Recently, we have been asked why we are recommending Medicare set-aside allocations that include lifetime prescription drugs when other MSA vendors are only allocating three to five years worth. Aside from the common sense answer that a medically stable claimant who has a history utilizing prescription drugs is not likely to stop in any predicable time frame, much less within the next three to five years, the answer is simple – it’s the law.

The Medicare Secondary Payer (MSP) provisions require that the settlement of a workers’ compensation claim consider Medicare’s interests and not shift the burden for future Medicare-covered medical expenses to Medicare. If, in a given case, it is reasonable to titrate or reduce prescription drug utilization over a period of time, then such an allocation would be compliant with the law. However, what we have seen in the industry is a practice of arbitrarily reducing prescription drug projections over a three to five year period, after which the projections are zero utilization or some de minimums amount. While this practice may satisfy the client with a lower MSA allocation, it is in fact a disservice to the client and may result in future problems for the client and vendor.

We have already seen a number of attempts by claimants and CMS (in collaboration with claimants) to reopen settled claims for similar practices. The theory has been that the workers’ compensation carrier knew  that  the  MSA  amount  was

insufficient to avoid a burden shift to Medicare, resulting in either a burden shift or a claimant who cannot obtain needed services. It is not a long stretch to see that a claimant or CMS could take this approach with the three to five year allocation for prescription drugs.

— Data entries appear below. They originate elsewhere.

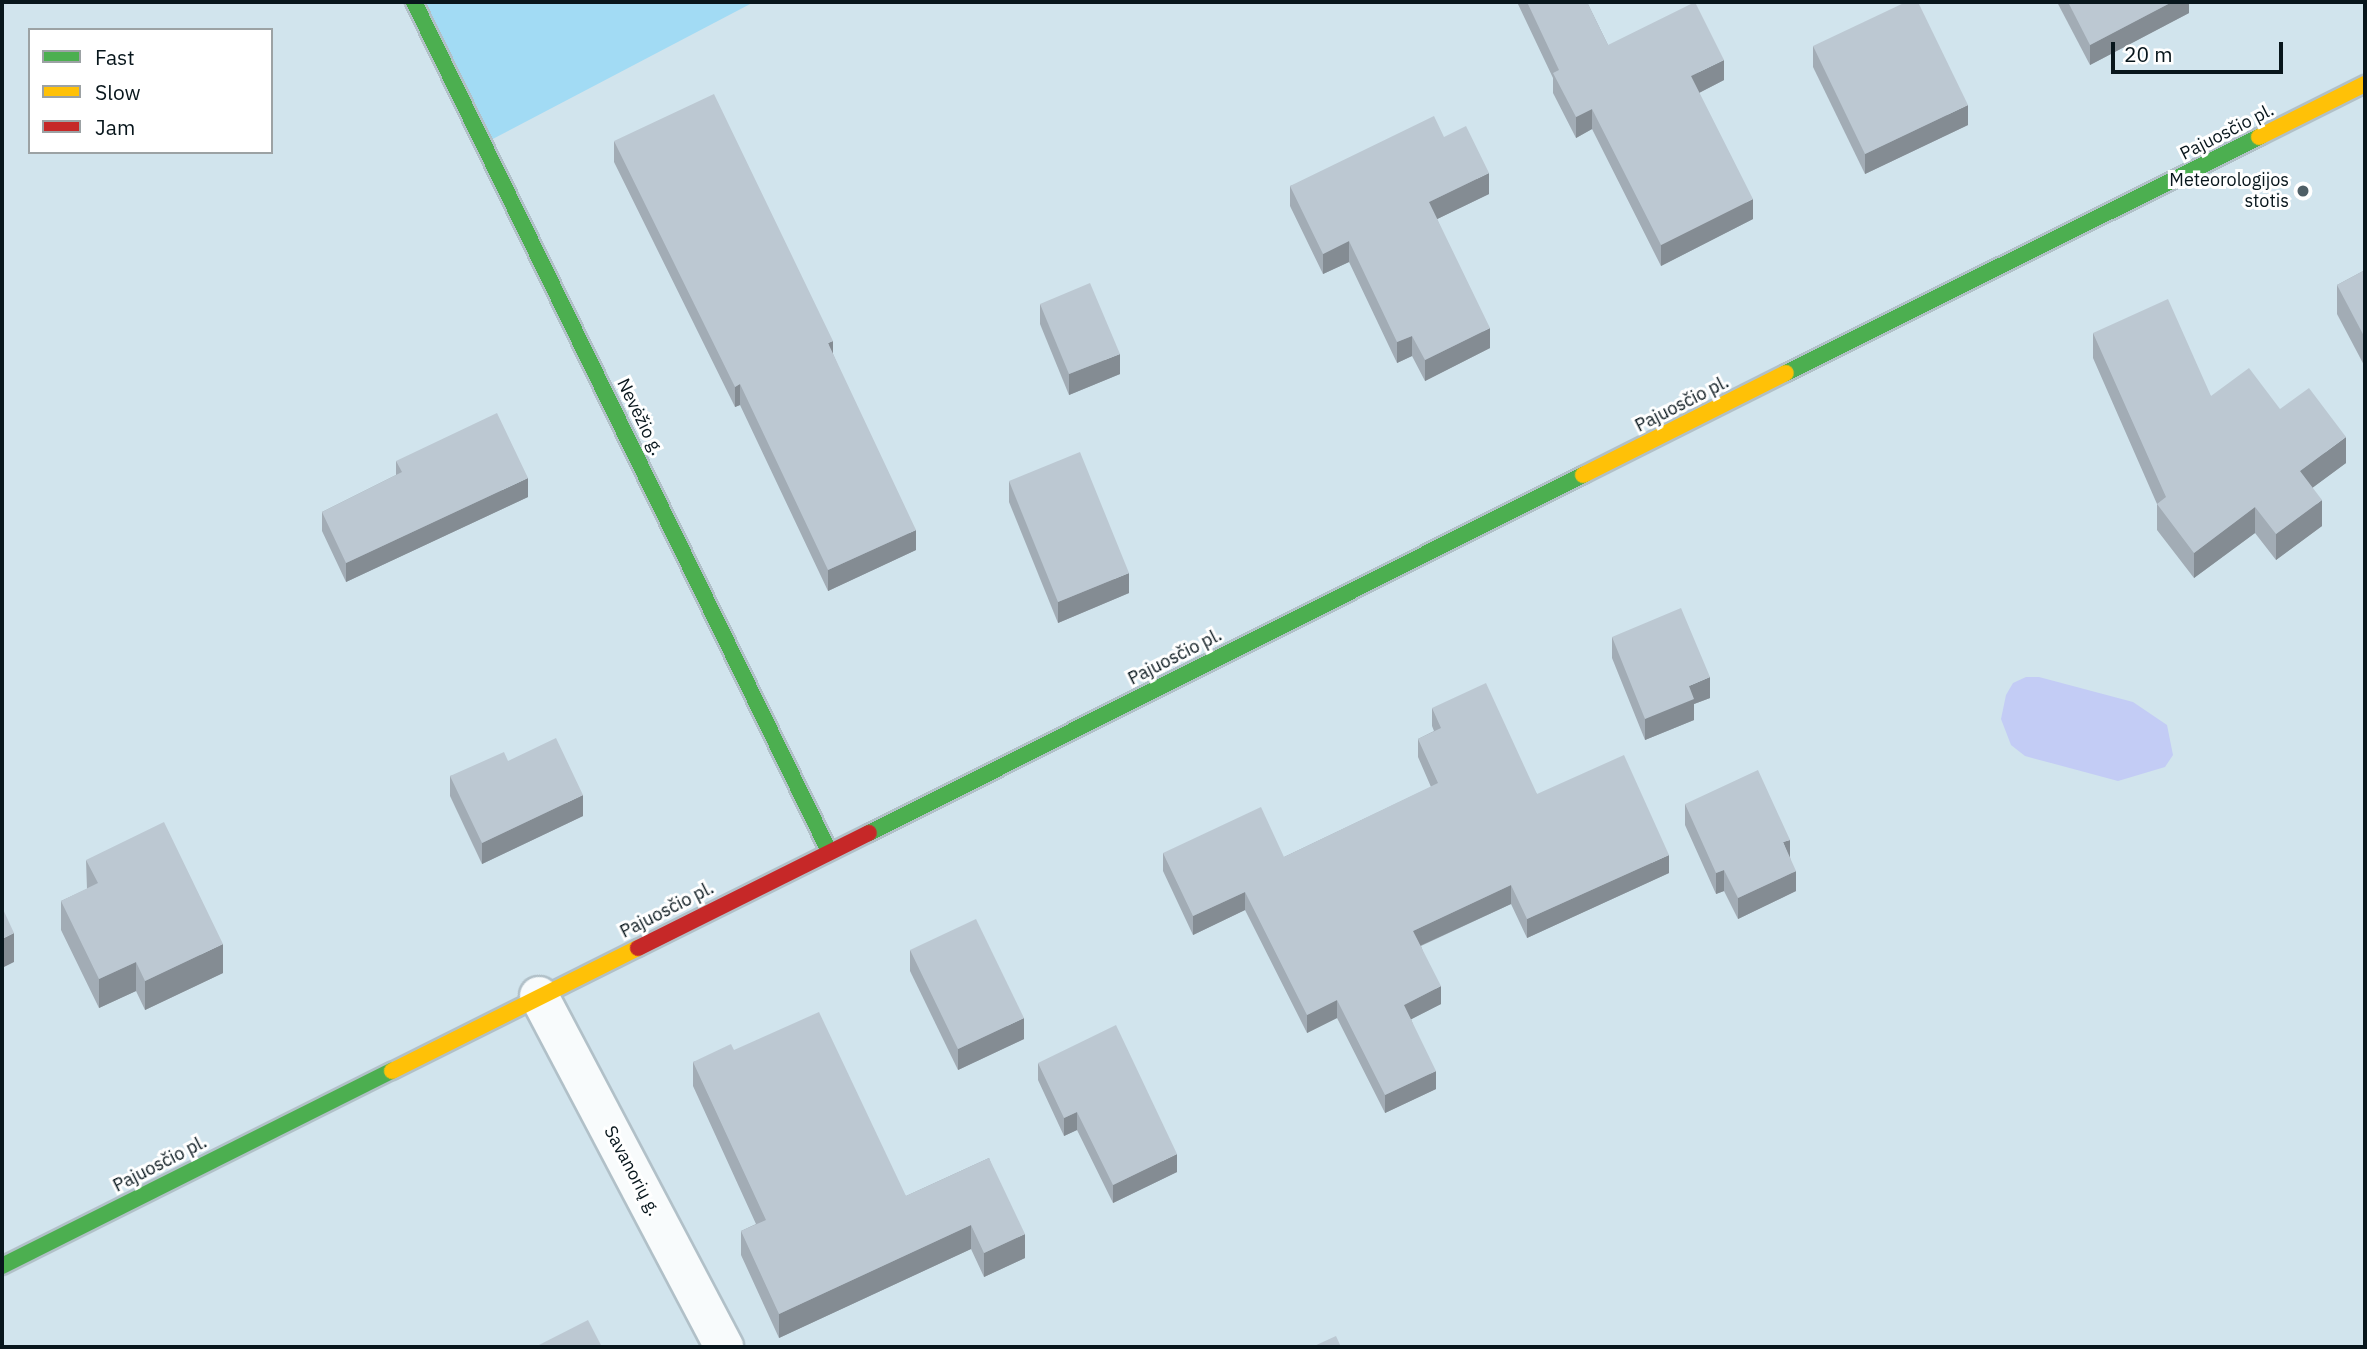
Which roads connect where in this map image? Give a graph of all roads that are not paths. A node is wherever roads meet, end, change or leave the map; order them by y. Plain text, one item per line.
1 (414, 2) edge
2 (2365, 84) edge
3 (829, 851) junction
4 (539, 996) junction
5 (2, 1266) edge
6 (724, 1347) edge

1 - 3 main road, Nevėžio g.
2 - 3 main road, Pajuosčio pl.
3 - 4 main road, Pajuosčio pl.
4 - 5 main road, Pajuosčio pl.
4 - 6 street, Savanorių g.

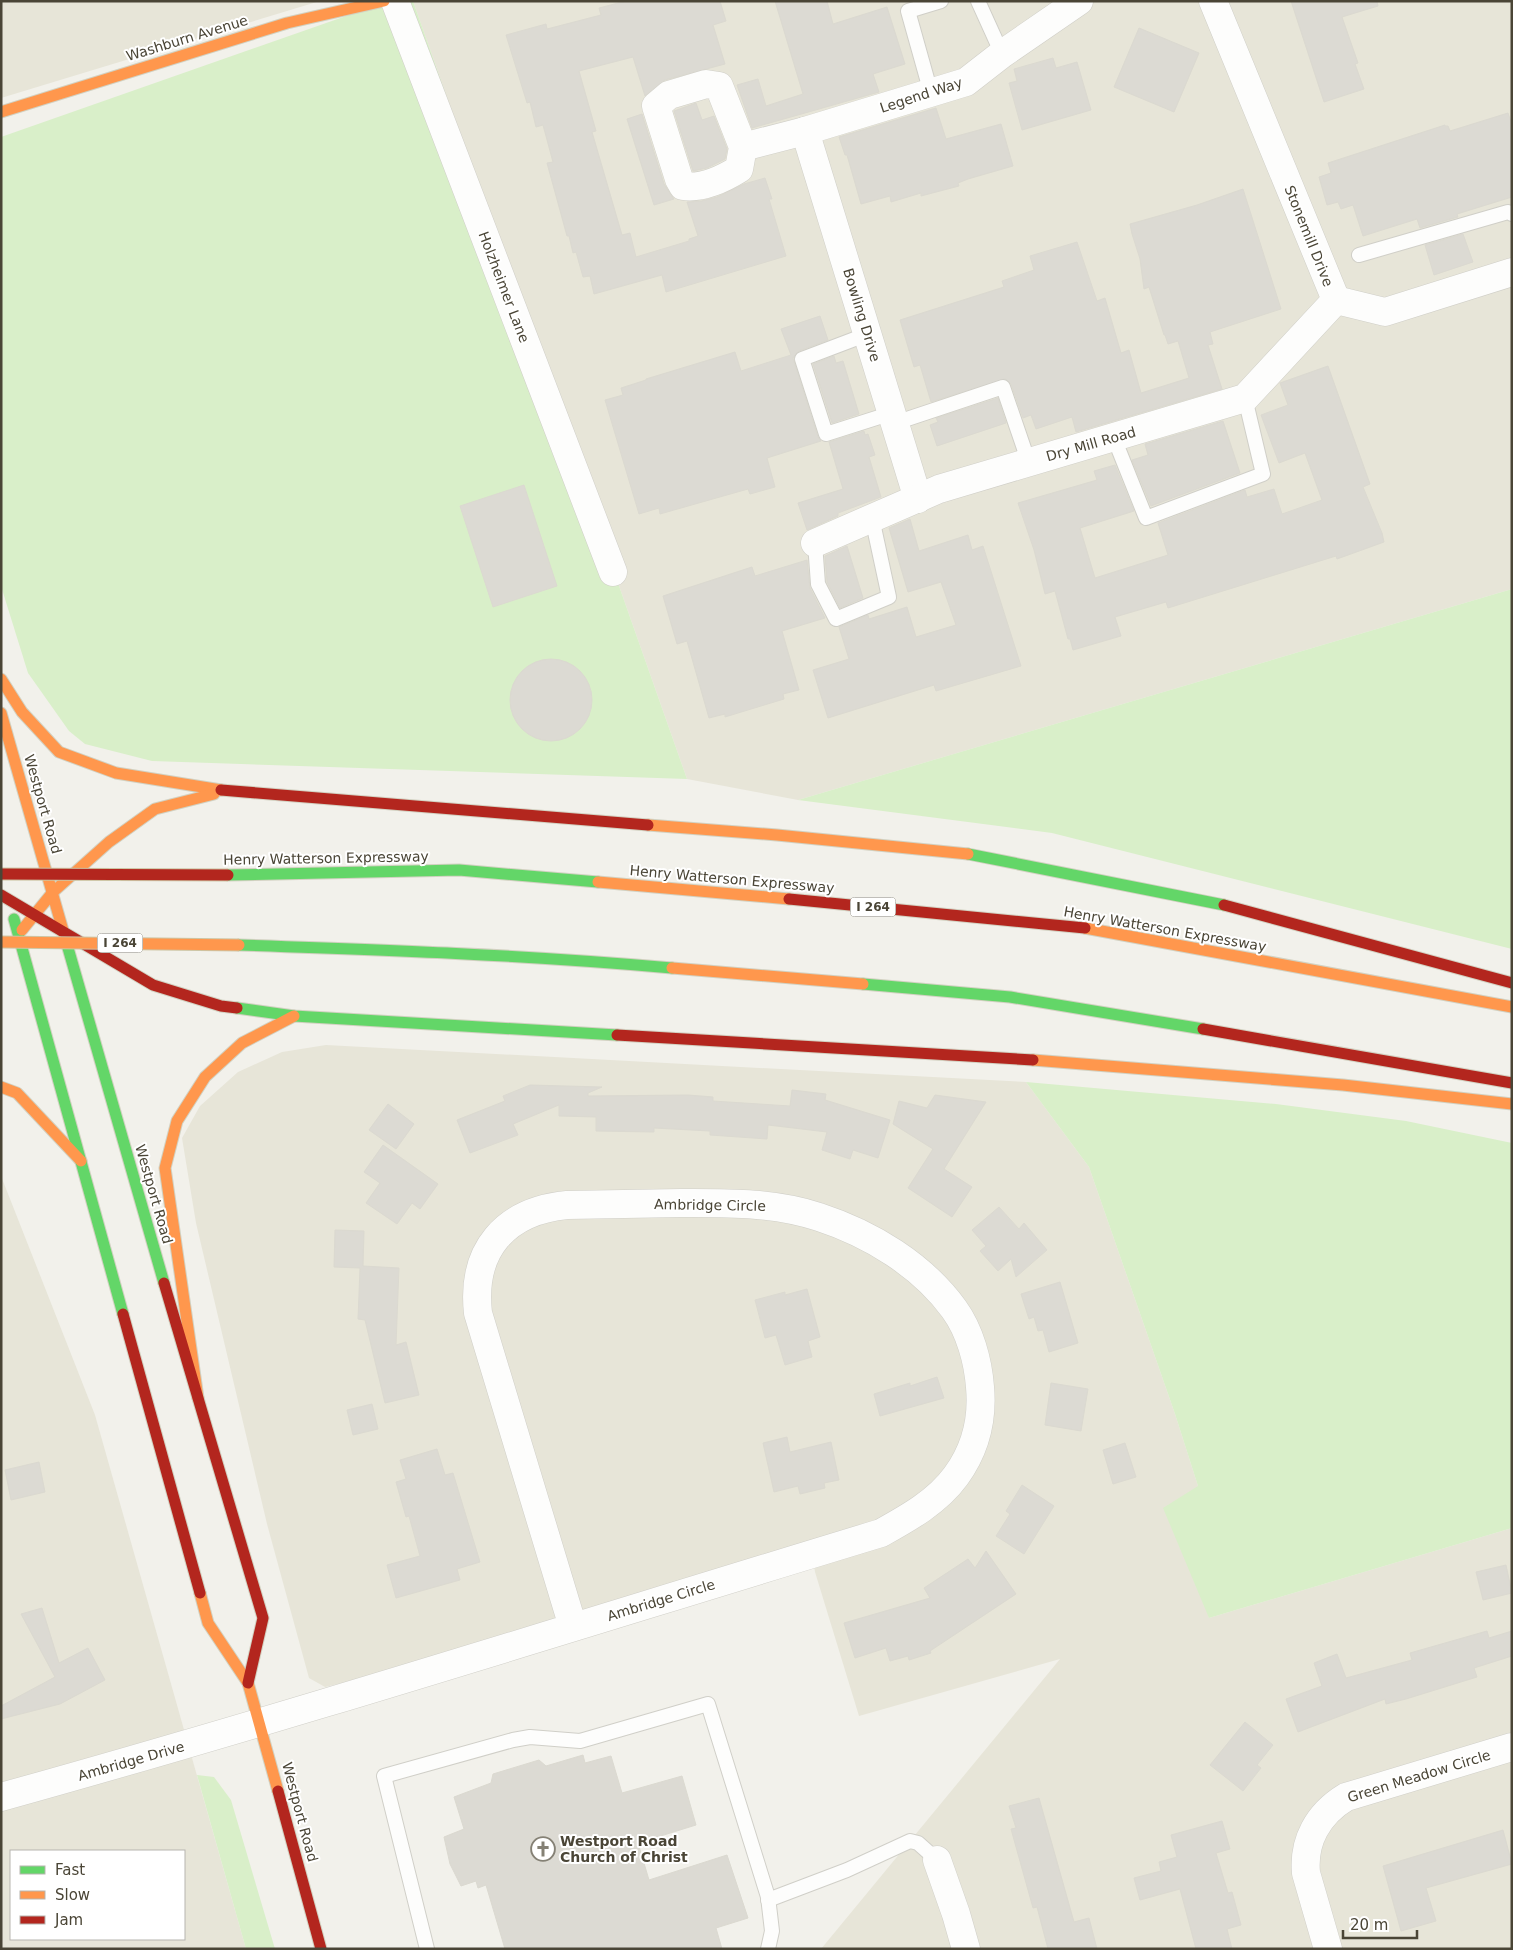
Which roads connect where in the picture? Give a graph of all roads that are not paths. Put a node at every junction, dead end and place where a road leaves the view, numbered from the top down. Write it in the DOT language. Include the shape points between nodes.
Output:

Another consequence of this practice will be that someone is going get caught with their guard down and cost a client money. As we have seen in the history of MSAs, CMS changes policy and guidelines rather quickly to eliminate abuses. When they do so, there is usually a backlog of cases waiting for CMS approval that get caught up in the dispute about whether the new policy should apply to pending cases. Not to mention that the corrective action usually ends up being as much punitive as it is corrective.

Apparently, CMS’ current practice is to accept without scrutiny any allocation for prescription medications, even if the projection reduces to zero in three to five years. However, CMS has indicated that it will implement a new approach in 2007, which is likely to put an end to the three to five year prescription medication projections.

 

Please contact Robert Sagrillo for further information.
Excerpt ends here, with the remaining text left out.